Imposta di registro: chiarimenti da Assonime sulla riqualificazione degli atti

La Redazione
12 Febbraio 2018

Assonime, lo scorso 6 febbraio, ha pubblicato la Circolare n. 3 con la quale provvede a dare chiarimenti sulla riqualificazione degli atti nell'imposta di registro, mettendo in luce i riflessi delle nuove norme in materia di accertamento.

La Circolare n. 3 pubblicata da Assonime lo scorso 6 febbraio illustra le modifiche introdotte dalla Legge di Bilancio alla disciplina dell'imposta di registro, nella parte in cui prevede l'applicazione del tributo nella misura prevista per il tipo di atto presentato alla registrazione, prescindendo dal nomen iuris e dalla forma apparente dell'atto (art. 20 d.P.R. n. 131/1986).
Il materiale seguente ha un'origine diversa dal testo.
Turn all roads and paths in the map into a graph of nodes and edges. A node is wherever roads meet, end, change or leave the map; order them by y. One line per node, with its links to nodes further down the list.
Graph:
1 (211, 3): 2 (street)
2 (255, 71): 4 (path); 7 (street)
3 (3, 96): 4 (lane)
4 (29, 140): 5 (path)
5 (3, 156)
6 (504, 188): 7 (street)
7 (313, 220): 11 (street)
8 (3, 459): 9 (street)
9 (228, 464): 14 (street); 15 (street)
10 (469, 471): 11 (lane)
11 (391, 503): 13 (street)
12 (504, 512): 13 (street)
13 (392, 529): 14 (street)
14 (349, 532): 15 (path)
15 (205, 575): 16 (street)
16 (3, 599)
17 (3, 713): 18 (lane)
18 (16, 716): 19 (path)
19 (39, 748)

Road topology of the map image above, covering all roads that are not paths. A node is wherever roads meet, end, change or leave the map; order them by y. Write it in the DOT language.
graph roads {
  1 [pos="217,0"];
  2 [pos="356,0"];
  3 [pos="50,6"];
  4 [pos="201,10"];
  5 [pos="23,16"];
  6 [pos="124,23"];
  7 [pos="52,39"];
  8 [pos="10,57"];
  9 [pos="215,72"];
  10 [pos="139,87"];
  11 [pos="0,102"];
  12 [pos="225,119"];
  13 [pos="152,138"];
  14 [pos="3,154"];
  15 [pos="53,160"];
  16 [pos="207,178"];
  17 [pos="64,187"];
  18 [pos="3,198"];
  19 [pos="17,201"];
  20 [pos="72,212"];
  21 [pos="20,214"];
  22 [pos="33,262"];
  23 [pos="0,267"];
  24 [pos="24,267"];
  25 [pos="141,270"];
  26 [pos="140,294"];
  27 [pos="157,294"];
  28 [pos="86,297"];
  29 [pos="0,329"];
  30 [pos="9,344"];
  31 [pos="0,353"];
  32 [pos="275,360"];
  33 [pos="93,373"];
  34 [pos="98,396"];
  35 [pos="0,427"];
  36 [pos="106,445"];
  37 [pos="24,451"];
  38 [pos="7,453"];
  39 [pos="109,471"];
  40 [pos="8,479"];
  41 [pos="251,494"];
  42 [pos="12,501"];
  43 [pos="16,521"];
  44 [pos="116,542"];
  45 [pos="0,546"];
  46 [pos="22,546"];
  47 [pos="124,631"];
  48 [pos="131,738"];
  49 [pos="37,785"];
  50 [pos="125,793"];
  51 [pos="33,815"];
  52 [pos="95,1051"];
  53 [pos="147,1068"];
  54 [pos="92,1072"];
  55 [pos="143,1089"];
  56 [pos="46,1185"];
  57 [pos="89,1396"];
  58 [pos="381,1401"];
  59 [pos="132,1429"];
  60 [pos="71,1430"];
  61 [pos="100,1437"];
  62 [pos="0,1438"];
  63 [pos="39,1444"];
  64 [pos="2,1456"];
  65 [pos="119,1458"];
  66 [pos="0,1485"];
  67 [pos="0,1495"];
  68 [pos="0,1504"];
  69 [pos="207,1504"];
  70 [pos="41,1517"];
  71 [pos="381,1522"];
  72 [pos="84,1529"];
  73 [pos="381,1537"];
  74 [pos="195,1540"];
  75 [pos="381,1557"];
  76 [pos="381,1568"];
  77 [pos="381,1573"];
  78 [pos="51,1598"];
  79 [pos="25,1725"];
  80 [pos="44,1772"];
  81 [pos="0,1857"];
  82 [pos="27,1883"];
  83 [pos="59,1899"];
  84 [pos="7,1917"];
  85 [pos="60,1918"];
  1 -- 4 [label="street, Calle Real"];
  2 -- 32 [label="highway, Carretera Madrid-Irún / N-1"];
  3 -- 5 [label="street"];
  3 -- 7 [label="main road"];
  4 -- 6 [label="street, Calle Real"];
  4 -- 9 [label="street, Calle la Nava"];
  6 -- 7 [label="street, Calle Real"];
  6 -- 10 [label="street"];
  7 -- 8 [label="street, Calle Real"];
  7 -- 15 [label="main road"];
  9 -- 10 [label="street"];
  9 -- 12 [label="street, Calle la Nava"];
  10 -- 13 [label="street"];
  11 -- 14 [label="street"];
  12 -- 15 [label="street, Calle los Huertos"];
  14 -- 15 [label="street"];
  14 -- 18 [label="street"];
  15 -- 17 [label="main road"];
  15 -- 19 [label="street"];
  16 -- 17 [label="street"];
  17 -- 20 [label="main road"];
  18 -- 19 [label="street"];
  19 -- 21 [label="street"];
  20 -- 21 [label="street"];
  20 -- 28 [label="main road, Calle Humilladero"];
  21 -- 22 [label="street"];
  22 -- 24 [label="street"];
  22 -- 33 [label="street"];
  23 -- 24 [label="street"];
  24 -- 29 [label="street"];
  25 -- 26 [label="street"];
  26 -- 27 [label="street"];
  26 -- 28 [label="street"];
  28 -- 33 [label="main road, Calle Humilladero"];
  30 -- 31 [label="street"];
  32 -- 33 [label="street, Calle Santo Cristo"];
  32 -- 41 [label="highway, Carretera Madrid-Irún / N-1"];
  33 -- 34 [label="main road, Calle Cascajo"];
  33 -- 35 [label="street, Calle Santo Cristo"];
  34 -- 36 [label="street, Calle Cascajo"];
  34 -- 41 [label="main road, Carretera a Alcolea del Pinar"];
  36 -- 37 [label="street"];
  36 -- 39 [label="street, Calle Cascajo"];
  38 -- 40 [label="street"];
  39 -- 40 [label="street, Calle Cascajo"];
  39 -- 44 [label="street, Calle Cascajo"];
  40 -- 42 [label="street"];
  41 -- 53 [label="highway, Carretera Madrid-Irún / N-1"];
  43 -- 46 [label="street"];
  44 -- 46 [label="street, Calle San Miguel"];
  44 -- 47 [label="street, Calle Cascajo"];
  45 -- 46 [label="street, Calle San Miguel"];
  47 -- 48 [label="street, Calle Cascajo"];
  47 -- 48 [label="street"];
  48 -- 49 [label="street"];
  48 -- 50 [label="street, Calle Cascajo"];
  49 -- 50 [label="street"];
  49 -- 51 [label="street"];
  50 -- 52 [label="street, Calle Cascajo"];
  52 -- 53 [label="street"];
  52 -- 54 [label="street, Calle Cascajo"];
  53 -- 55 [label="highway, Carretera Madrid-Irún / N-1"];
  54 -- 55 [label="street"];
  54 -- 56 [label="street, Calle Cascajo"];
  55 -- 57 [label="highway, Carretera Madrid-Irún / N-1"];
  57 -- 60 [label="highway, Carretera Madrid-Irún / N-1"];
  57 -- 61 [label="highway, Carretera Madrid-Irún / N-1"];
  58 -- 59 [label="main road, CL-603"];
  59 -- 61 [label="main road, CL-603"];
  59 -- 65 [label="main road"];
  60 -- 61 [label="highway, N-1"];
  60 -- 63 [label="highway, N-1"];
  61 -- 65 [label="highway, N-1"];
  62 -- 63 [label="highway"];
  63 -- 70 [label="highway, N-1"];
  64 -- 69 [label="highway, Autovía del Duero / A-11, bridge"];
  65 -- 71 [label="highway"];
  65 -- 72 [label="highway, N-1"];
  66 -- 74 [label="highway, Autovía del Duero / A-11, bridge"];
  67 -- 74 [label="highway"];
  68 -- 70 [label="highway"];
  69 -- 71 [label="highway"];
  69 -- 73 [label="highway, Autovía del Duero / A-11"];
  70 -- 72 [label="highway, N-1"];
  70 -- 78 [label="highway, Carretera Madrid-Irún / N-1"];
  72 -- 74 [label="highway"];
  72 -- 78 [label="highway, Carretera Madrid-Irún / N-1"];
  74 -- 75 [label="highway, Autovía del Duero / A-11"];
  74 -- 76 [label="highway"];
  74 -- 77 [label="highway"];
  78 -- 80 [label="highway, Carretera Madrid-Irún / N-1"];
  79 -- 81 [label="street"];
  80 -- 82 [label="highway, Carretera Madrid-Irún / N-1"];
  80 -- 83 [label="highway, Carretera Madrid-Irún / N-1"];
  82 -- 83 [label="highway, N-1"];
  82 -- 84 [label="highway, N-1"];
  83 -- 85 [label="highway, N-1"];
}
Si tratta della nuova disposizione (art. 1, co. 87, L. 205/2017, ) che chiarisce che la qualificazione dell'atto a questi fini deve essere effettuata solo sulla base degli elementi contenuti nell'atto e non anche di elementi extra testuali, prescindendo, quindi, anche dall'esistenza di altri atti ad esso collegati.

Tra gli effetti scaturenti dalle nuove norme, secondo l'Associazione, viene meno la possibilità di contestare la neutralità di operazioni di riorganizzazione finalizzate semplicemente a un riassetto societario. “Cogliamo l'occasione per sottolineare come” - si legge nella Circolare - “la recente prassi degli uffici sviluppatasi nella vigenza della precedente formulazione dell'art. 20 (d.P.R. n. 131/1986), sia arrivata, in alcune occasioni, a considerare alla stregua di trasferimenti di aziende a titolo oneroso anche operazioni che in nessun modo, a nostro avviso, potrebbero ricondursi a questa fattispecie, nemmeno aderendo all'interpretazione più ampia dell'art. 20, così come risultante da tale precedente formulazione; e cioè della tesi – ripetiamo – secondo cui questa norma avrebbe avuto sino ad oggi il significato di permettere la tassazione di un atto sulla base degli effetti economici desumibili dalla combinazione di questo atto con altri”. Per Assonime non è affatto pacifico che operazioni di questo tipo possano essere riqualificate come cessioni di azienda a titolo oneroso, trattandosi di operazioni – scrivono – “che non hanno alcun effetto realizzativo delle plusvalenze latenti dei compendi aziendali ricollocati nel gruppo e, quindi, non si comprende quale tipo di abuso sia stato in questo modo commesso”. E aggiungono: “a tale conclusione si dovrebbe, dunque, pervenire, a nostro avviso, prescindendo dalla natura innovativa o interpretativa delle nuove disposizioni. In altri termini, anche applicando la disciplina precedente le modifiche introdotte dalla legge di bilancio, così come interpretata dalla Cassazione, riteniamo che questi accertamenti non abbiano un reale fondamento giuridico e andrebbero, quindi, annullati in autotutela dall'Amministrazione finanziaria”.